REVIEW: A Dead Bore by Sheri Cobb South
Dear Mrs. Cobb South,
I love that you’re working to get your books released in ebook format and hope that this series will eventually be available electronically. It deserves a wider audience than I’m afraid it’s going to get as hardcover releases from a small press.
“A Dead Bore” refers to the first victim in this second book in the John Pickett mystery series. Julia Bertram, Lady Fieldhurst, desperately wants to escape the boredom of London. As a recent widow, she’s unable to take part in most society events. Yet the thought of either staying with her mother-in-law in the dower house or visiting Brighton with her BFF, and running the risk of encountering the man who had hoped to become her lover, is not to be born.
It is with relief that she receives an invitation to the Yorkshire countryside. She’s not quite sure why Lady Anne Hollingshead did so but, no matter, it will get her out of London. With warnings from her friend of the dire boredom sure to await her ringing in her ears, she sets off. And suffers through her first dinner seated beside the local vicar as she begins to pick up on all the underlying currents seething through the room.
When the dinner party breaks up, no one realizes that before the night is over, one of them will be dead. Julia knows she heard a gunshot during the night and fearing that murder has been done, she sends to London for John Pickett, the Bow Street law officer who cleared her in the murder of her husband two months ago. Can he catch a killer in the wilds of the countryside while posing as Julia’s footman?
The humor, attention to historical detail, and deft characterization present in your other novels is delightfully in evidence in “A Dead Bore.” Once the murderer is revealed, the person’s identity and actions matched a few things I knew had to have taken place. The motive behind the deed again fits what police still look for today when lining up their suspects.
As votermom mentioned in a comment on “In Milady’s Chamber,” I loved so many of the characters in this book. And as much as it’s possible to feel sympathy for a murderer, I did. John rediscovers that bringing the guilty to justice often can and will affect those around them. Julia sensibly limits her involvement in the investigation to what she can handle – noticeably not being keen on helping John examine the body – yet proves her value with several key bits of information which John would have been unable to easily learn. While we see John growing in confidence as his experience increases.

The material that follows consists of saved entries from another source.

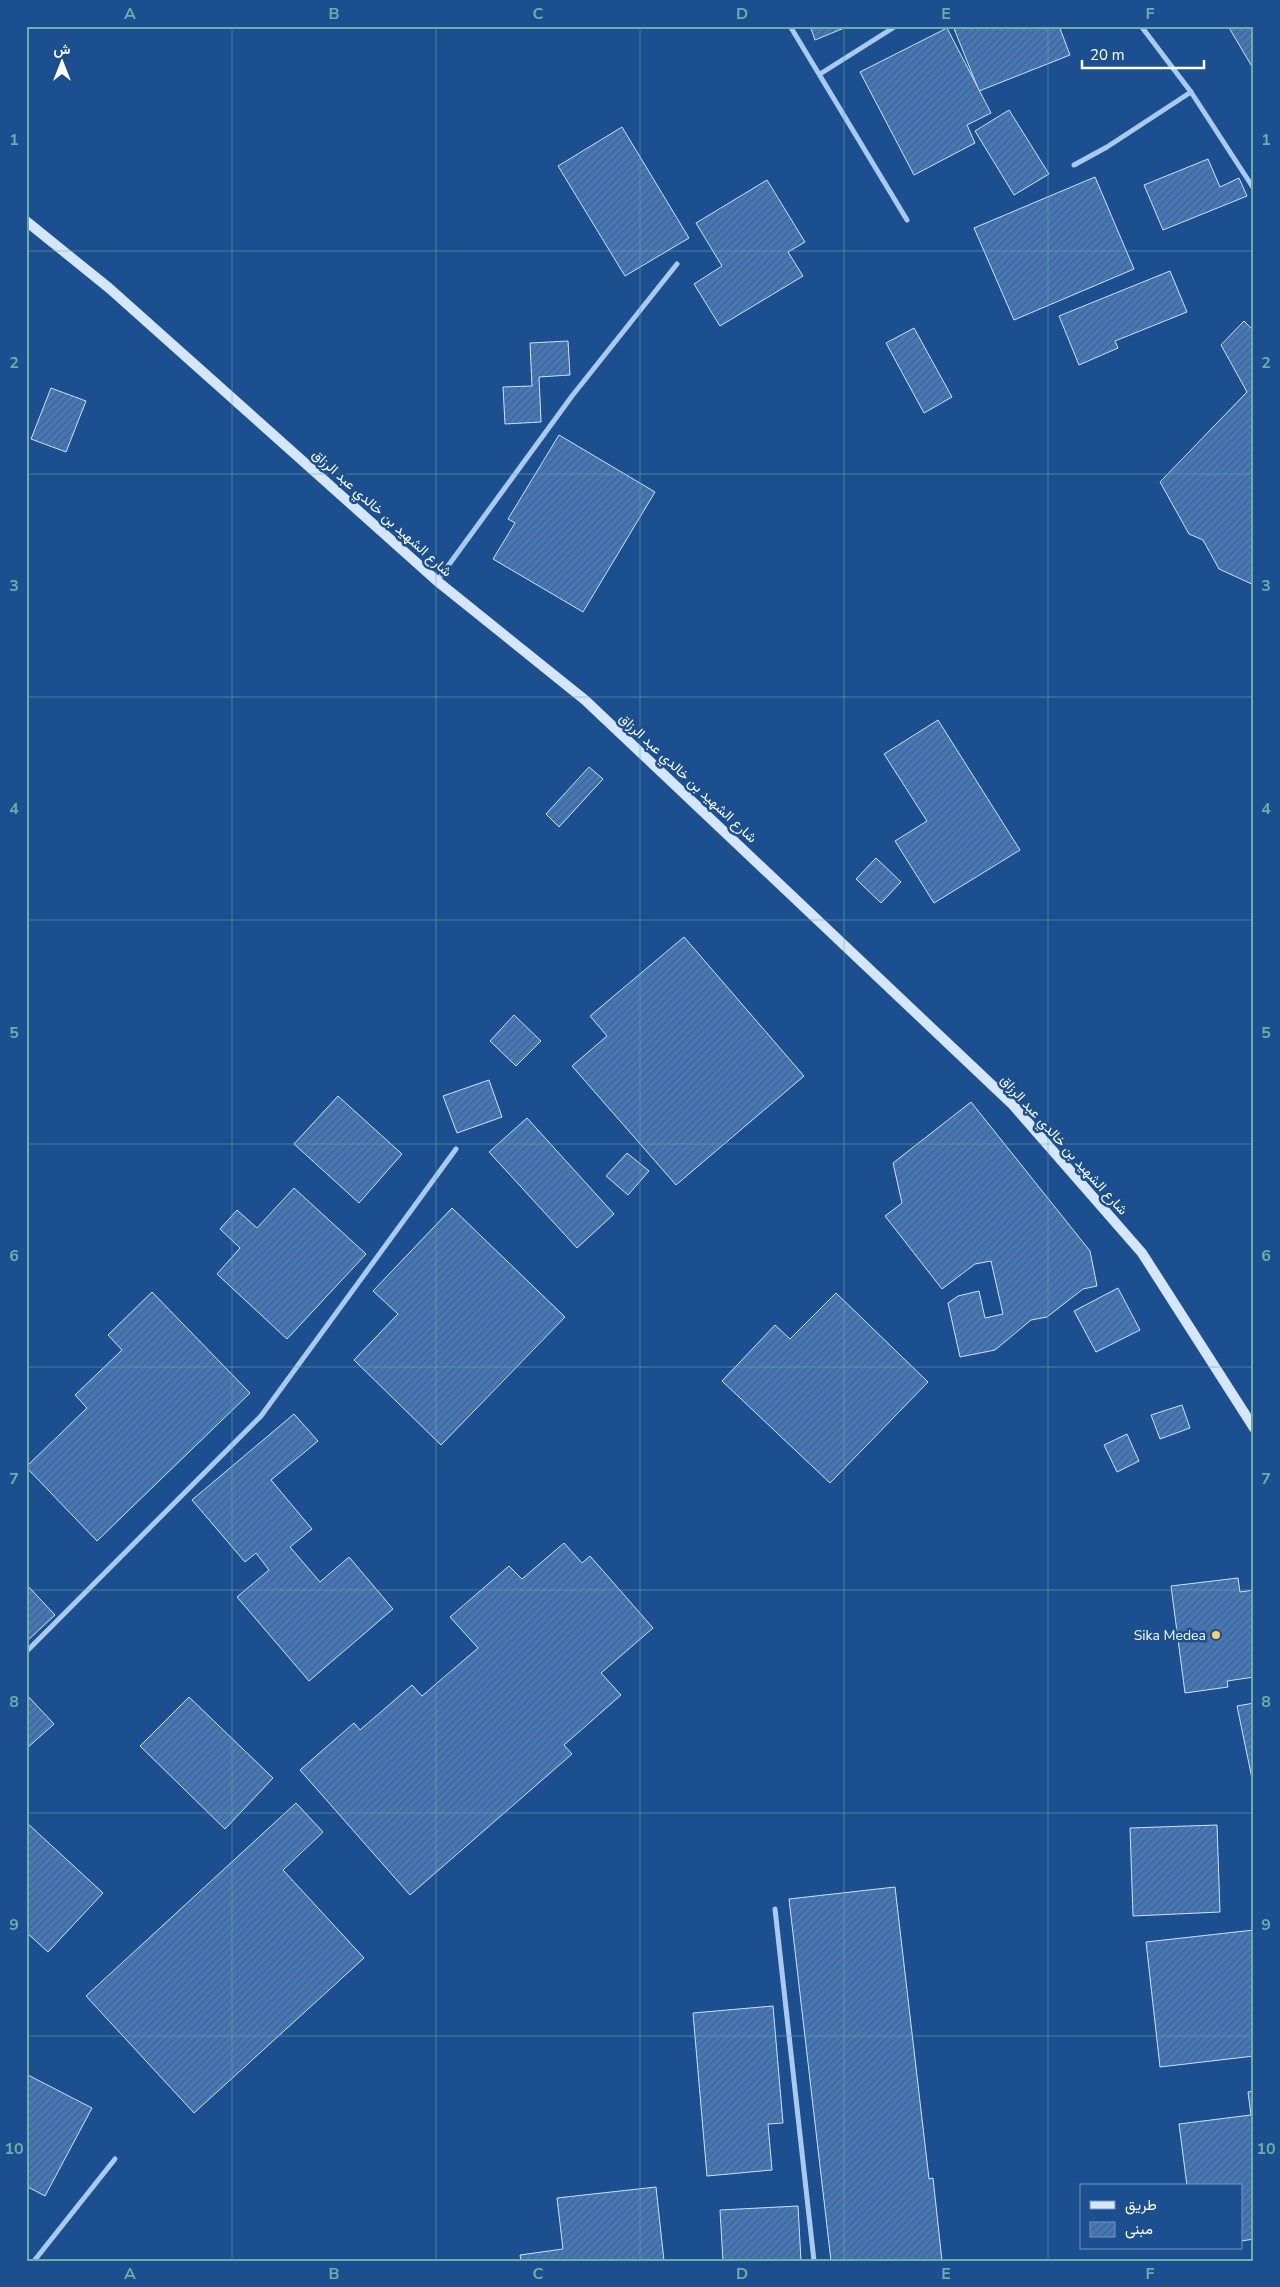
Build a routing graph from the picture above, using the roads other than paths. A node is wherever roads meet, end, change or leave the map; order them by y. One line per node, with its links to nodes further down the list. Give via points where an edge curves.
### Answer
1 (790, 26): 4 (street)
2 (896, 26): 4 (street)
3 (1140, 26): 5 (street)
4 (820, 74): 8 (street)
5 (1191, 92): 6 (street); 7 (street)
6 (1074, 166)
7 (1254, 189)
8 (907, 220)
9 (26, 221): 11 (main road, شارع الشهيد بن خالدي عبد الرزاق, via 109,288)
10 (677, 264): 11 (street, via 572,396)
11 (437, 581): 13 (main road, شارع الشهيد بن خالدي عبد الرزاق, via 585,700 1012,1104 1142,1253)
12 (456, 1148): 14 (street, via 261,1416)
13 (1254, 1428)
14 (26, 1652)
15 (774, 1909): 18 (street)
16 (115, 2160): 17 (street)
17 (34, 2261)
18 (814, 2261)

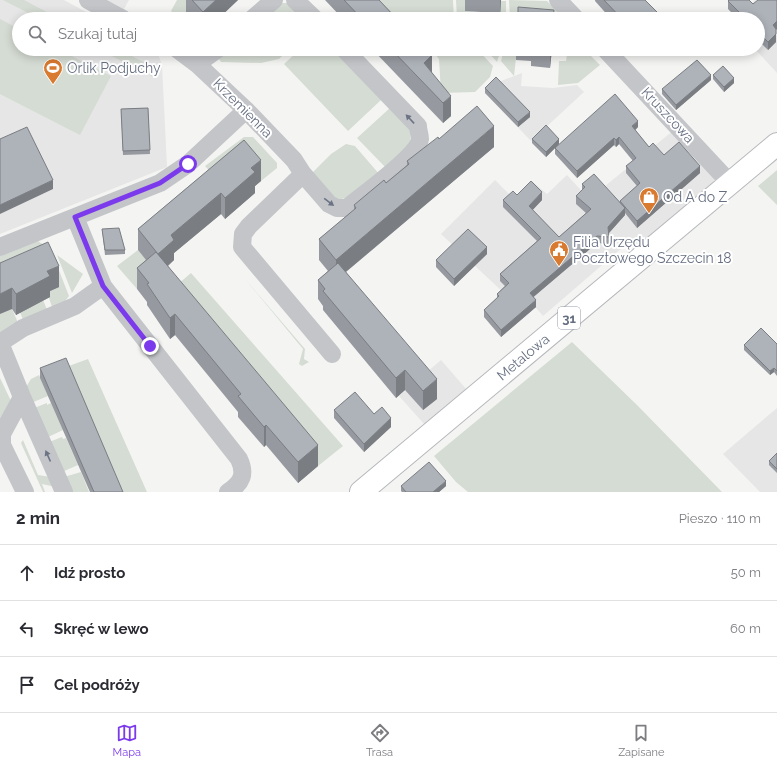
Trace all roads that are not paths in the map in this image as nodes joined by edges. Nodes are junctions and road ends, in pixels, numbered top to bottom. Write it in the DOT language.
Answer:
graph roads {
  1 [pos="88,0"];
  2 [pos="274,0"];
  3 [pos="295,0"];
  4 [pos="558,0"];
  5 [pos="110,12"];
  6 [pos="260,12"];
  7 [pos="308,12"];
  8 [pos="569,12"];
  9 [pos="186,56"];
  10 [pos="208,56"];
  11 [pos="351,56"];
  12 [pos="612,56"];
  13 [pos="197,64"];
  14 [pos="246,110"];
  15 [pos="777,144"];
  16 [pos="302,174"];
  17 [pos="730,183"];
  18 [pos="75,217"];
  19 [pos="0,246"];
  20 [pos="103,286"];
  21 [pos="332,354"];
  22 [pos="22,397"];
  23 [pos="25,492"];
  24 [pos="64,492"];
  25 [pos="228,492"];
  26 [pos="361,492"];
  1 -- 5 [label="street"];
  2 -- 6 [label="street"];
  3 -- 7 [label="street"];
  4 -- 8 [label="street"];
  9 -- 13 [label="street, Krzemienna"];
  10 -- 13 [label="street"];
  16 -- 11 [label="street, Krzemienna, one-way"];
  12 -- 17 [label="street, Kruszcowa"];
  13 -- 14 [label="street, Krzemienna"];
  14 -- 16 [label="street, Krzemienna"];
  14 -- 18 [label="street"];
  15 -- 17 [label="main road, Metalowa / 31"];
  16 -- 21 [label="street"];
  17 -- 26 [label="main road, Metalowa / 31"];
  18 -- 19 [label="street"];
  18 -- 20 [label="street"];
  20 -- 22 [label="street"];
  20 -- 25 [label="street"];
  22 -- 23 [label="street"];
  24 -- 22 [label="street, one-way"];
}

As you promised, the fledgling feelings between Julia and John Pickett are beginning to show. John has been hopelessly in love with Julia for months but now Julia is just beginning to see him as more than the man who saved her life and with whom she helped to solve her husband’s murder. The social gulf is still there yet you show that a relationship between members of differing social classes is not unknown, albeit rare and usually clandestine.
I wonder if the fact that Julia called on a Bow Street Runner and secretly introduced him into the household with whom she was staying will affect her socially? The information is sure to get out and I would think social hostesses might think twice before inviting her to their homes in case she thinks a secret needs to be solved.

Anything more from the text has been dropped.